## MATERIAL PROVIDED

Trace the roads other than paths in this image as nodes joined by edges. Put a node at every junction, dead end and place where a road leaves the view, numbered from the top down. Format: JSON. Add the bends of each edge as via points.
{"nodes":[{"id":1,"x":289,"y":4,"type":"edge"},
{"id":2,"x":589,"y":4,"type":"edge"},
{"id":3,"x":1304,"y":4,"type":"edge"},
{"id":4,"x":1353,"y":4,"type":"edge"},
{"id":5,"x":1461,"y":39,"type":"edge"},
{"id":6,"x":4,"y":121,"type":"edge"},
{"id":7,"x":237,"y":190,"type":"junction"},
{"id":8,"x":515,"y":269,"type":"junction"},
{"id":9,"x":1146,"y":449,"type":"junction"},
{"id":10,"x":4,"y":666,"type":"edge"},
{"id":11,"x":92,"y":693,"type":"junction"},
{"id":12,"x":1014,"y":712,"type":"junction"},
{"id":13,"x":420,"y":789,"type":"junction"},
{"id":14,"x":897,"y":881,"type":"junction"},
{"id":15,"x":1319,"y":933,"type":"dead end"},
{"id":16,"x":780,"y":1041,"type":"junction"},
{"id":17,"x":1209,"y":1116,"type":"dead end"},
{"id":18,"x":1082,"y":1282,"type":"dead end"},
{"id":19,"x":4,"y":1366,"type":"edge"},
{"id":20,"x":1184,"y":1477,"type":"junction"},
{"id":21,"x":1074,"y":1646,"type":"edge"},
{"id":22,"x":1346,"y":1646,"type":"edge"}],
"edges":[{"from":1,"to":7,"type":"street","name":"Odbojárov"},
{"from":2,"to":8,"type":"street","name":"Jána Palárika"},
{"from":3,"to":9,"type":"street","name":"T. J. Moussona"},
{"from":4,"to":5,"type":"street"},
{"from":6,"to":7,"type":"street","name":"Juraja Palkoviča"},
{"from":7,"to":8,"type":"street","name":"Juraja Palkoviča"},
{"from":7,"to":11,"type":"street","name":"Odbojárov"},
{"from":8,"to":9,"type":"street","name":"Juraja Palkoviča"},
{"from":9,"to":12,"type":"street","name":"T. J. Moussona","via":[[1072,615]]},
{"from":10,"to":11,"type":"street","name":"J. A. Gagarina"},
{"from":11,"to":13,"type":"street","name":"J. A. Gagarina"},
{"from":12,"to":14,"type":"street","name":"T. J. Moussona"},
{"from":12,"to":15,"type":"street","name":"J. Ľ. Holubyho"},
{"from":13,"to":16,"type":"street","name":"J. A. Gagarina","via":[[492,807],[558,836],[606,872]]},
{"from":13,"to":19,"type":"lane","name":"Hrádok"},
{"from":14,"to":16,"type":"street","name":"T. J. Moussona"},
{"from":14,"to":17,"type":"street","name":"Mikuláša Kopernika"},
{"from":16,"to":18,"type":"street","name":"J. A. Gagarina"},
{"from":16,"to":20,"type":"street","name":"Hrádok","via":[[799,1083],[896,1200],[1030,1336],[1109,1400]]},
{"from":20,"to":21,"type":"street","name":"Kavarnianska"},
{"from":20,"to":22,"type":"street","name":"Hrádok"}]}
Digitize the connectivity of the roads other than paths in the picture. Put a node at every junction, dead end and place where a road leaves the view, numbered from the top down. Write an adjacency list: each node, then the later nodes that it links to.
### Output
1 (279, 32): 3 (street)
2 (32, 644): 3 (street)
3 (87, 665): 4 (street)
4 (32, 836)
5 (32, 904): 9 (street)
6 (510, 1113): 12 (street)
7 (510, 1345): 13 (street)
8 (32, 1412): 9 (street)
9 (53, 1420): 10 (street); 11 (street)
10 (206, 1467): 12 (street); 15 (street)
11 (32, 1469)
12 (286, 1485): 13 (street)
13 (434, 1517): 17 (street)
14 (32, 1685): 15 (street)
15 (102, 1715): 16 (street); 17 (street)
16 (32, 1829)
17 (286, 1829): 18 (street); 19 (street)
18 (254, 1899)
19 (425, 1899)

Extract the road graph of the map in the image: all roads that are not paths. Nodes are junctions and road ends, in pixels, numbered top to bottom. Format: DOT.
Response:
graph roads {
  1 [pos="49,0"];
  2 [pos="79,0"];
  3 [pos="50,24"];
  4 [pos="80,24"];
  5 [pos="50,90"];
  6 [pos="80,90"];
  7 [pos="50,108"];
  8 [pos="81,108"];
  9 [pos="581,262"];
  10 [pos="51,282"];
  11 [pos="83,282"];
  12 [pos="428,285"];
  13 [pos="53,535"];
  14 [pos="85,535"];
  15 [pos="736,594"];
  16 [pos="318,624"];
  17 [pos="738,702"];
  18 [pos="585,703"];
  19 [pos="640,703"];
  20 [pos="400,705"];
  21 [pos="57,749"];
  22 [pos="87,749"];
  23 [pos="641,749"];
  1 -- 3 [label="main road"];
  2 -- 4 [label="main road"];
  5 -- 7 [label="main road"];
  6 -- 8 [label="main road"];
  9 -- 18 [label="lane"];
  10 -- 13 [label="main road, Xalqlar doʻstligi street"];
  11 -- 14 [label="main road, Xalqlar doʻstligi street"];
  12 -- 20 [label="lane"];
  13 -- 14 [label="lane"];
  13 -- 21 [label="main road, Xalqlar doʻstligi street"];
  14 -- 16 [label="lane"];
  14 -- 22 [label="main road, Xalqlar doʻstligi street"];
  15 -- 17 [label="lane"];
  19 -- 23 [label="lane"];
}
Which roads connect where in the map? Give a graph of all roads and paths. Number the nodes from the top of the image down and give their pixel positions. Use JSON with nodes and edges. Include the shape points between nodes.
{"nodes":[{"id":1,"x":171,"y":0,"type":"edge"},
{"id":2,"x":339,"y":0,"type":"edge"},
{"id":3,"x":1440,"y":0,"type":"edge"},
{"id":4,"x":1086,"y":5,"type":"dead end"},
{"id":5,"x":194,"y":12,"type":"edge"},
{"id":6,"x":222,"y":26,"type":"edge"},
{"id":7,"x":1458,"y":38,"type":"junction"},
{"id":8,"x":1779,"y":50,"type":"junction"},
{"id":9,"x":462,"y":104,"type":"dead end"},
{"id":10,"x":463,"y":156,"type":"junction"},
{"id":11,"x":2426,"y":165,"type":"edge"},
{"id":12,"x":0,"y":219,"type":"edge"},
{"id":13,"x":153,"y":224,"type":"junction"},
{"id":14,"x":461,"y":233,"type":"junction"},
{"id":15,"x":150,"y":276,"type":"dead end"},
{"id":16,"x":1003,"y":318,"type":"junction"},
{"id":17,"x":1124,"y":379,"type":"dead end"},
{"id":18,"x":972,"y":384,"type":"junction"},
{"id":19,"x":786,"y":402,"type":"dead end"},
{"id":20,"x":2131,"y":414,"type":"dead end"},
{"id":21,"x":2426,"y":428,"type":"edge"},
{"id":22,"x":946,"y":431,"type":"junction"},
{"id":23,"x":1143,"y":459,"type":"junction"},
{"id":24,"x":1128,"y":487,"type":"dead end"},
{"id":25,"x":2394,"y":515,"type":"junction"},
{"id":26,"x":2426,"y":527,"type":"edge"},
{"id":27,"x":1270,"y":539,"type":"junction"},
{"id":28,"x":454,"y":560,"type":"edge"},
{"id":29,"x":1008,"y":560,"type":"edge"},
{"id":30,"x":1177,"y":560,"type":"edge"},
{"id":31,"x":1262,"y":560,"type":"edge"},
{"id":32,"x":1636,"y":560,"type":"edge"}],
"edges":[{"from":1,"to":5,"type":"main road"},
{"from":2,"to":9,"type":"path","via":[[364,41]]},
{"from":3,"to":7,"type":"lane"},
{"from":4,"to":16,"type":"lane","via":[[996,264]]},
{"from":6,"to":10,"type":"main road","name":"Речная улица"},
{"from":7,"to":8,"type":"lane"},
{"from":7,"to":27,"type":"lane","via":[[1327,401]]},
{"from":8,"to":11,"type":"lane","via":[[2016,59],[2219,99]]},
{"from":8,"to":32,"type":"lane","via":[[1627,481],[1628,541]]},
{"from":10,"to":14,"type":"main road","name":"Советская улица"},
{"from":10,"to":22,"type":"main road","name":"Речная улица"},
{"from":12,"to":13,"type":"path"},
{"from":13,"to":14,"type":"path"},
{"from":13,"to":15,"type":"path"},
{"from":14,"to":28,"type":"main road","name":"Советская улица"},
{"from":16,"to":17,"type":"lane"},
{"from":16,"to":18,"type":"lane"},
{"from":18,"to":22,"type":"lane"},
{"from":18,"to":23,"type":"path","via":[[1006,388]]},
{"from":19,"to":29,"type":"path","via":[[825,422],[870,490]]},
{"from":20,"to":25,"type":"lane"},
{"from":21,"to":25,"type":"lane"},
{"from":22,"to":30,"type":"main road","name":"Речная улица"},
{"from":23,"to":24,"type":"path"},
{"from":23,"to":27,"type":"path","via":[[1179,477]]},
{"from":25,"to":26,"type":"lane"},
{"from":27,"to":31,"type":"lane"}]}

## WHAT THE EXERCISE ASKS
Your response should be the lines of the entries above that include the string "where".

## COMPLETED EXERCISE
Trace the roads other than paths in this image as nodes joined by edges. Put a node at every junction, dead end and place where a road leaves the view, numbered from the top down. Format: JSON. Add the bends of each edge as via points.
Digitize the connectivity of the roads other than paths in the picture. Put a node at every junction, dead end and place where a road leaves the view, numbered from the top down. Write an adjacency list: each node, then the later nodes that it links to.
Which roads connect where in the map? Give a graph of all roads and paths. Number the nodes from the top of the image down and give their pixel positions. Use JSON with nodes and edges. Include the shape points between nodes.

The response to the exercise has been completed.